The year I first came there was a murder. One murder. The OIJ contracted with Spanish speaking homocide detectives from the US to guide them through the investigation and teach them how to investigate a murder. It had been so long since the last one that no one in OIJ really knew how to do the job.

On the laissez faire attitude: From my observation Costa Ricans have long been semi-pacifist, pretty nice people who live and let live. Don’t screw with them and they won’t screw with you. But if you screw with them they know how to fight back.

Crime in Costa Rica has historically been theft. But then again that is only a so-so crime because everyone steals! From the chorizo to every kind of fraud imaginable to just plain old shop lifting from the local pulperia, plain theft or theft by trick or device is just what you do. It is a way of life. But violence, except on the soccer field, was never tolerated.

But in the past 10 years or so, a different attitude has overtaken the nation. The political and business elite, like limousine liberals in the US, all live behind high walls in gate guarded homes or guarded communities. So violence did not impact them. But over the past few years even these people have come to learn the pains of violence -- up close and personal.

Perhaps you remember a former presidential candidate whose home was attacked, wife was beaten up and maid killed; ot that the brother of the current president was assaulted right outside the Legislative Assembly as were several other high ranking members of the government who have been assaulted and robbed.

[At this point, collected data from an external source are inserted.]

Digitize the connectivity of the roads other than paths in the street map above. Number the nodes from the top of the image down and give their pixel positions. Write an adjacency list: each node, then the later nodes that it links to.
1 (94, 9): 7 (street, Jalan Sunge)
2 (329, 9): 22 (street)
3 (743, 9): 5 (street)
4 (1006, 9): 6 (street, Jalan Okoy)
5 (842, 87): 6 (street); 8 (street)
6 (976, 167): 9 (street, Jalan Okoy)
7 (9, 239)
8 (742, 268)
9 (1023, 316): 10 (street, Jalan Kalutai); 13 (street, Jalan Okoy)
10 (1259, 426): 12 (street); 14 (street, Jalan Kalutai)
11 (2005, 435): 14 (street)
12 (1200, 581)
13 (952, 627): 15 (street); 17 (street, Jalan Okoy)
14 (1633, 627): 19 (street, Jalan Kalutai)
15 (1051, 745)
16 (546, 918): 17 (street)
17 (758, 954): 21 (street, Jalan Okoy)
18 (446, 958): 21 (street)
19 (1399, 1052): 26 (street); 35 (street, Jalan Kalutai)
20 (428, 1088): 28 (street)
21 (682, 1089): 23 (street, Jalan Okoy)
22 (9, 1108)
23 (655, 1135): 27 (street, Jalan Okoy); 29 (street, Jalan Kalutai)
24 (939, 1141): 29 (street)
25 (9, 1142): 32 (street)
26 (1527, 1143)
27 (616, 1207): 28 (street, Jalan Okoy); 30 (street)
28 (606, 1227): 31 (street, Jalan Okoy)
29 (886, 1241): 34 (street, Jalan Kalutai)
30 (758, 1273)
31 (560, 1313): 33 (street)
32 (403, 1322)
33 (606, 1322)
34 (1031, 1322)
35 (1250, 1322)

Simply, the populace has become adjusted to violence just like most other nations. There are some grass roots attempts like Recoupermos la Paz but that has proven to be just a feel good organization where people mutually jerk one another off.

Based on the image that Costa Rica is the “Switzerland of the Americas” – has no army, loves peace and all of the other hyperbole about non-violence, the intelligencia has not come face-to-face with the fact that violence is here. The picture in their minds tells them something different: a Costa Rica of their youth. And certainly they have not come to grips with what are they going to do about rapidly accelerating crime. Costa Rica can no longer afford to coddle these little snots because they will shove it up the Hersey Highway just like the little critters are doing today.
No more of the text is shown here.